When the flow_control parameter is enabled, the EMS server checks for backlog before sending a response to the message producers publishing to multicast-enabled topics. If a message backlog exists, the server delays sending a response to the message producer until the backlog has been cleared. This causes the message producer to decrease the rate at which it sends messages to the topic.
The destination property flowControl is not used when determining whether flow control is to be engaged or disengaged by a multicast channel.
Routes and Flow Control
For global topics where messages are routed between servers, flow control can be specified for a topic on either the server where messages are produced or the server where messages are received. Flow control is not relevant for queue messages that are routed to another server.
If the flowControl property is set on the topic on the server receiving the messages, when the pending message size limit is reached, messages are not forwarded by way of the route until the topic subscriber receives enough messages to lower the pending message size below the specified limit.
If the flowControl property is set on the topic on the server sending the messages, the server may block any topic publishers when sending new messages if messages cannot be sent quickly enough by way of the route. This could be due to network latency between the routed servers or it could be because flow control on the other server is preventing new messages from being sent.
Destination Bridges and Flow Control
Flow control can be specified on bridged destinations. If you wish the flow of messages sent over the bridge to slow down when receivers on the bridged-to destination cannot process the messages quickly enough, you must set the flowControl property on both destinations on either side of the bridge.
Flow Control, Threads and Deadlock
When using flow control, you must be careful to avoid potential deadlock.
When flow control is in effect for a destination, producers to that destination can block waiting for flow control signals from the destination’s consumers. If any of those consumers are within the same thread of program control, a potential for deadlock exists. Namely, the producer will not unblock until the destination contains fewer messages, and the consumer in the blocked thread cannot reduce the number of messages.

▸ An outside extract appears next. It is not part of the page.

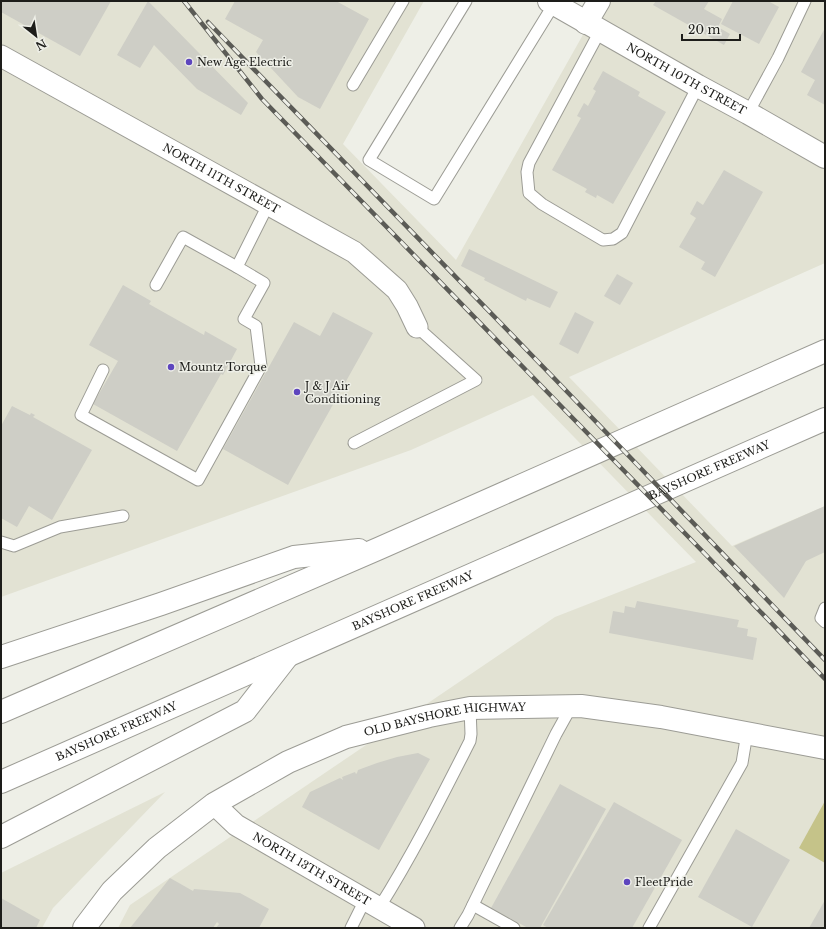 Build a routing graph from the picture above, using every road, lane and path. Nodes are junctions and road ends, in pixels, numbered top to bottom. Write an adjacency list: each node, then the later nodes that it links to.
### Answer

The simplest case to detect is when producer and consumer are in the same session (sessions are limited to a single thread). But more complex cases can arise. Deadlock can even occur across several threads, or even programs on different hosts, if dependencies link them. For example, consider the situation in Figure 14:
Because of the circular dependency, deadlock can occur if either producer blocks its thread waiting for flow control signals.
The dependency analysis is analogous to mutex deadlock. You must analyze your programs and distributed systems in a similar way to avoid potential deadlock.